Fundamental Theorem of Calculus Study Notes

Fundamental Theorem of Calculus

Introduction to Functions and Intervals

  • Let’s consider a function f that is continuous over the interval [c, d].

  • The variables c and d are designated as endpoints of the interval; a and b will be used later.

Definition of Capital F

  • We define a new function, capital F(x), as the area under the curve of function f from c to x (where x is within the interval).

  • Mathematically, this can be represented as: F(x) = \int_{c}^{x} f(t) \, dt

    • This equation represents the area under the curve between points c and x.

Fundamental Theorem of Calculus - Part 1

  • According to the Fundamental Theorem of Calculus:

    • If f is continuous over the interval [c, d], then F is differentiable at every point x in [c, d].

    • The derivative of F at point x is equal to f at that same point:

    • Expressed formally,
      F'(x) = f(x)

    • This relationship holds true for every x in the interval [c, d].

Introduction to Second Fundamental Theorem of Calculus

  • The goal is to connect the first part of the Fundamental Theorem to the second part, which is used for evaluating definite integrals.

  • Let’s analyze the expression of the areas under curve at the endpoints a and b, where a and b are also contained in the interval [c, d], and b is assumed to be larger than a.

Understanding Areas Under the Curve

  • Define capital F(b) as the definite integral from c to b:

    • F(b) = \int_{c}^{b} f(t) \, dt

    • This represents the total area under the curve f from c to b.

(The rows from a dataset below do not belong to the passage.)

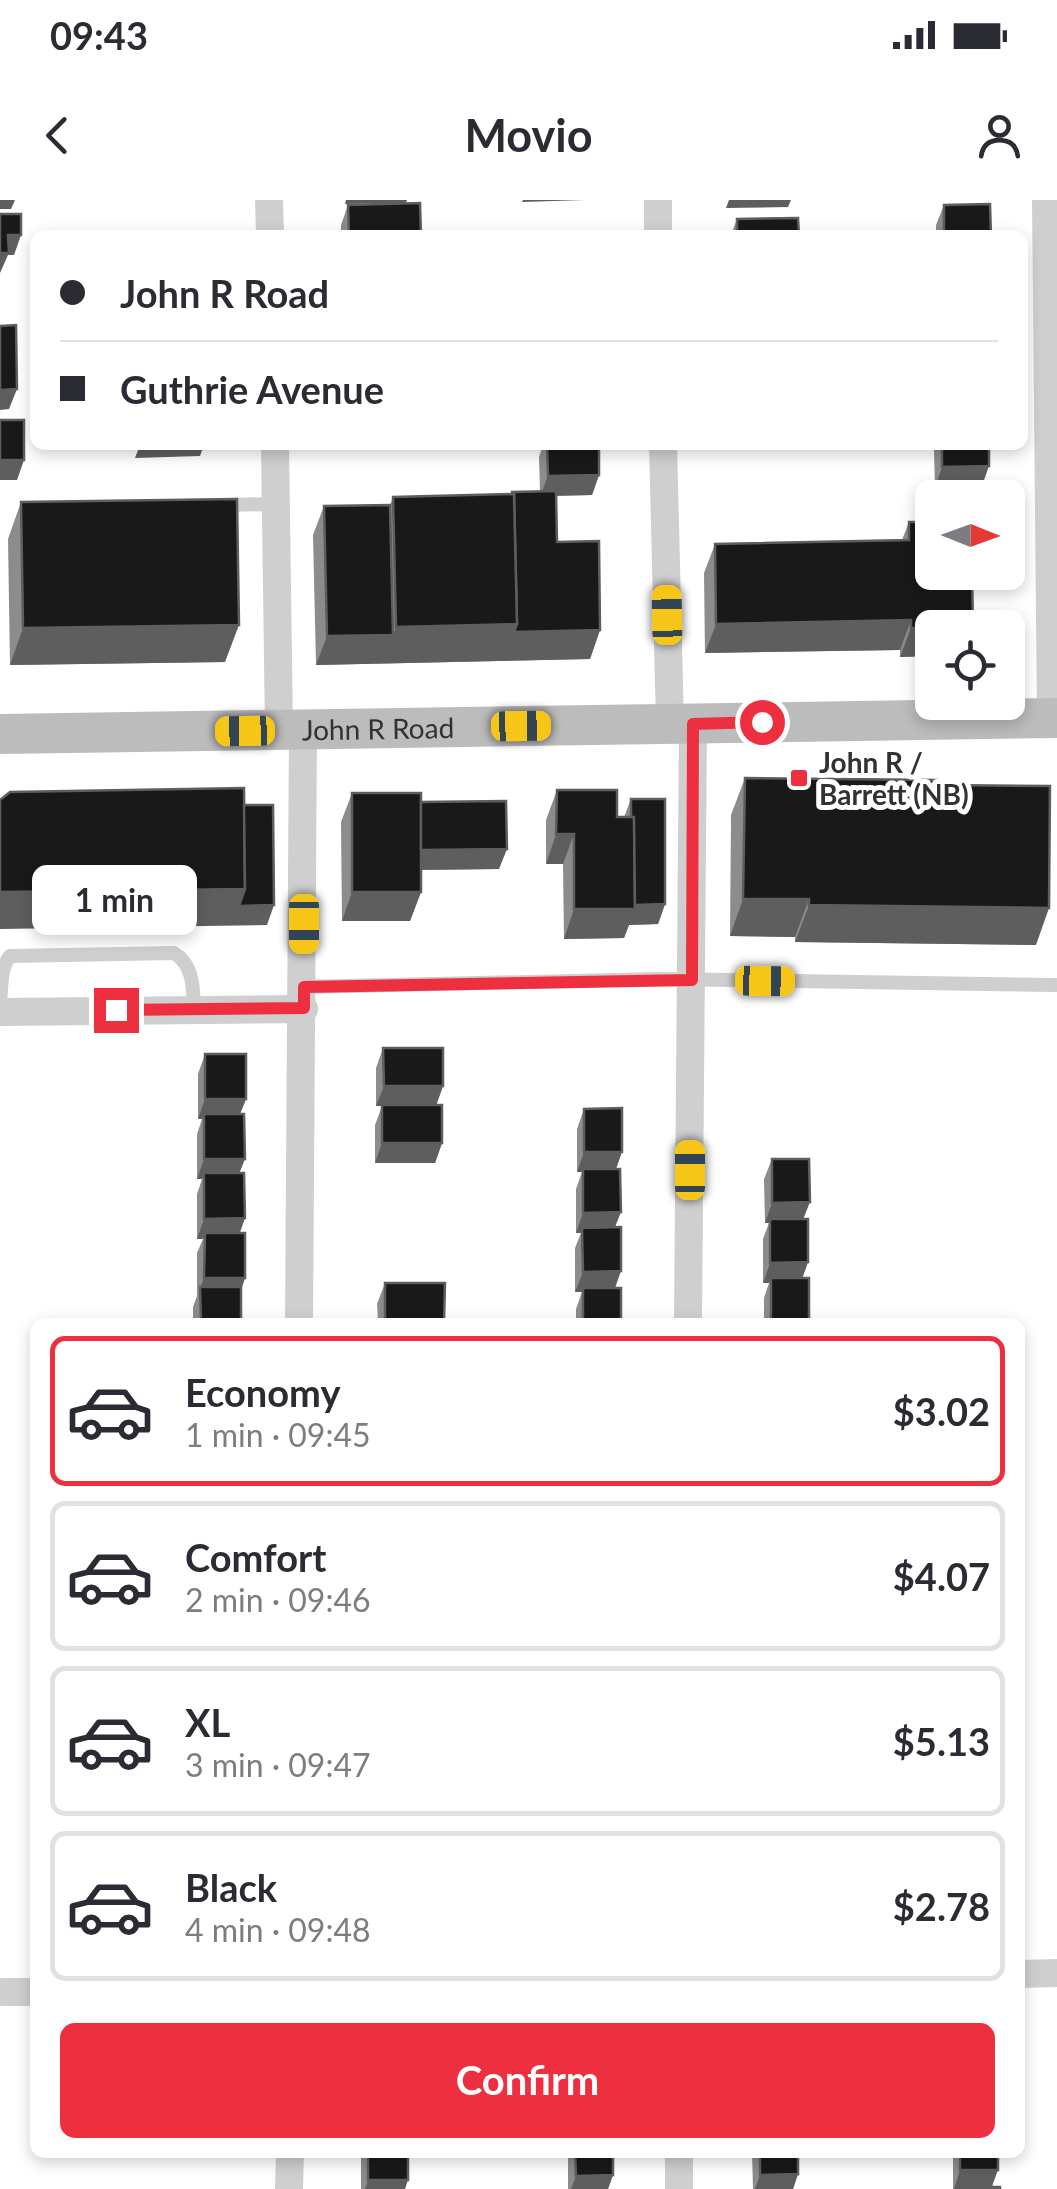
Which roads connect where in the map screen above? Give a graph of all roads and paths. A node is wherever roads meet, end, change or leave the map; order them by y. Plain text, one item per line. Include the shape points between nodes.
1 (270, 200) edge
2 (658, 200) edge
3 (1046, 200) edge
4 (270, 230) edge
5 (658, 230) edge
6 (274, 450) edge
7 (663, 450) edge
8 (1053, 488) edge
9 (276, 504) junction
10 (206, 505) edge
11 (1054, 718) edge
12 (682, 724) junction
13 (292, 730) junction
14 (0, 734) edge
15 (692, 980) junction
16 (1057, 986) edge
17 (304, 998) junction
18 (194, 1009) junction
19 (0, 1011) edge
20 (300, 1318) edge
21 (688, 1318) edge
22 (1057, 1973) edge
23 (1025, 1974) edge
24 (0, 1992) edge
25 (30, 1992) edge
26 (290, 2158) edge
27 (679, 2158) edge
28 (289, 2189) edge
29 (679, 2189) edge

1 - 4 street
2 - 5 street
3 - 8 street
6 - 9 street
7 - 12 street
8 - 11 street
9 - 10 lane
9 - 13 street
11 - 12 main road, John R Road
12 - 13 main road, John R Road
12 - 15 street
13 - 14 main road, John R Road
13 - 17 street
15 - 16 lane
15 - 17 lane
15 - 21 street
17 - 18 street
17 - 20 street
18 - 19 street
18 - 19 lane via 192,980 174,953 10,956 1,970
22 - 23 street
24 - 25 street
26 - 28 street
27 - 29 street

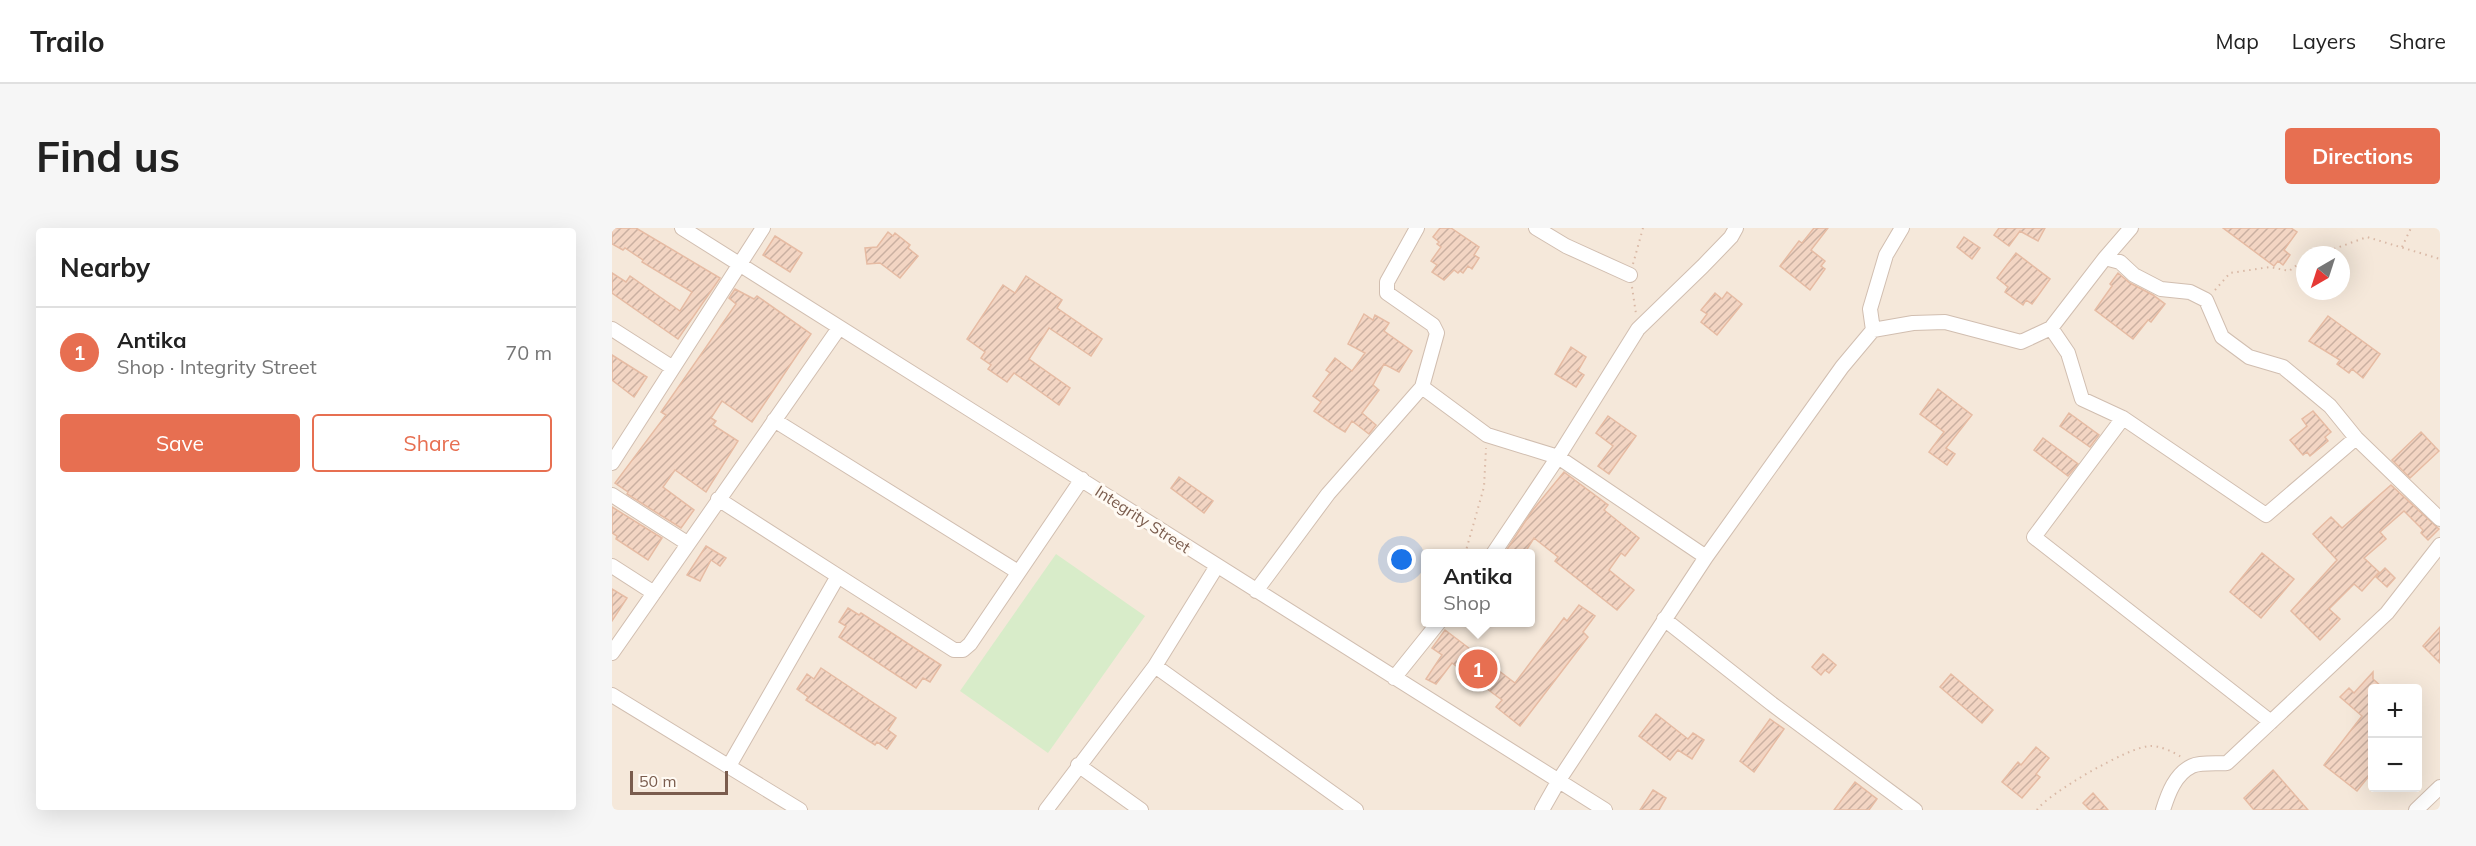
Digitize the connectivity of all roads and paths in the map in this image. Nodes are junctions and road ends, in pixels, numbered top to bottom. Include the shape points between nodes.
1 (682, 228) edge
2 (764, 228) edge
3 (1417, 228) edge
4 (1536, 228) edge
5 (1736, 228) edge
6 (1902, 228) edge
7 (2131, 228) edge
8 (2411, 228) edge
9 (2342, 246) edge
10 (2402, 247) junction
11 (2105, 258) junction
12 (2440, 259) edge
13 (739, 265) junction
14 (2296, 266) edge
15 (1630, 275) dead end
16 (2206, 300) junction
17 (839, 328) junction
18 (2051, 328) junction
19 (612, 329) edge
20 (1873, 330) junction
21 (673, 368) junction
22 (1422, 387) junction
23 (2123, 418) junction
24 (774, 420) junction
25 (1487, 435) junction
26 (2356, 438) junction
27 (1558, 457) junction
28 (612, 463) edge
29 (1082, 479) junction
30 (612, 495) edge
31 (718, 499) junction
32 (2440, 519) edge
33 (687, 543) junction
34 (2440, 545) edge
35 (1466, 549) edge
36 (1495, 549) edge
37 (1706, 557) junction
38 (612, 566) edge
39 (1217, 566) junction
40 (1018, 572) junction
41 (838, 576) junction
42 (1256, 591) junction
43 (654, 593) junction
44 (1664, 619) junction
45 (1435, 627) edge
46 (612, 653) edge
47 (1155, 666) junction
48 (1394, 678) junction
49 (612, 695) edge
50 (2271, 723) junction
51 (1078, 765) junction
52 (729, 766) junction
53 (2193, 766) junction
54 (1559, 780) junction
55 (2440, 787) edge
56 (2427, 800) junction
57 (2440, 807) edge
58 (800, 810) edge
59 (1046, 810) edge
60 (1141, 810) edge
61 (1356, 810) edge
62 (1542, 810) edge
63 (1605, 810) edge
64 (1916, 810) edge
65 (2037, 810) edge
66 (2163, 810) edge
67 (2416, 810) edge

1 - 13 street, Integrity Street
2 - 13 street
3 - 22 street via 1387,282 1387,293 1433,325 1437,333
4 - 15 street
5 - 27 street via 1710,259 1638,328
6 - 20 street via 1886,255 1870,309
7 - 11 street
8 - 10 path
9 - 10 path via 2367,237
10 - 12 path
11 - 16 street via 2120,261 2134,275 2161,289 2190,292
11 - 18 street
13 - 17 street, Integrity Street
13 - 21 street
14 - 16 path via 2289,271 2270,267 2230,273
16 - 26 street via 2222,337 2249,357 2283,367 2330,406
17 - 24 street
17 - 29 street, Integrity Street
18 - 20 street via 2021,342 1945,322 1914,322
18 - 23 street via 2068,353 2082,399
19 - 21 street
20 - 37 street via 1842,367
21 - 28 street
22 - 25 street
22 - 42 street via 1328,494
23 - 26 street via 2266,514
23 - 50 street via 2034,537
24 - 31 street
24 - 40 street
25 - 27 street
25 - 35 path via 1484,487
26 - 32 street
27 - 36 street
27 - 37 street
29 - 39 street, Integrity Street
29 - 40 street
30 - 33 street
31 - 33 street
31 - 41 street
33 - 43 street
34 - 50 street via 2387,613
37 - 44 street
38 - 43 street
39 - 42 street, Integrity Street
39 - 47 street
40 - 41 street via 963,650 954,650
41 - 52 street
42 - 48 street, Integrity Street
43 - 46 street
44 - 54 street
44 - 64 street
45 - 48 street
47 - 51 street
47 - 61 street
48 - 54 street, Integrity Street
49 - 52 street
50 - 53 street via 2227,762
51 - 59 street
51 - 60 street
52 - 58 street
53 - 65 path via 2176,754 2150,745 2117,757 2068,784 2042,801
53 - 66 street via 2169,790
54 - 62 street
54 - 63 street, Integrity Street
55 - 56 street
56 - 57 street
56 - 67 street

  • Define capital F(a) as the definite integral from c to a:

    • F(a) = \int_{c}^{a} f(t) \, dt

    • This represents the total area under the curve f from c to a.

Visualizing the Areas

  • The area represented by F(b) is depicted as a blue area on a graphical representation.

  • The area represented by F(a) is depicted as a magenta area on the same graph.

  • When you subtract the area represented by F(a) from F(b):

    • F(b) - F(a)

    • You end up with the area indicated in green, which represents the area under the curve f between points a and b.

  • This can be expressed mathematically as:

    • \int_{a}^{b} f(t) \, dt

Second Fundamental Theorem of Calculus

  • This gives us a significant result, stating:

    • If f is continuous on the interval [a, b], then:

    • The definite integral of f from a to b is equal to the antiderivative F evaluated at b and a. Formally:

    • \int_{a}^{b} f(t) \, dt = F(b) - F(a)

  • Thus, it defines capital F as an antiderivative of f:

    • This means that F is the antiderivative of f, and the theorem facilitates the evaluation of definite integrals through antiderivatives.

Conclusion

  • In conclusion, the second part of the Fundamental Theorem of Calculus is central to integral calculus as it provides a method for evaluating definite integrals via antiderivatives.

  • Normally, the representation is organized as:

    • \int_{a}^{b} f(t) \, dt = F(b) - F(a)

    • This foundational principle is crucial for understanding and applying integral calculus effectively.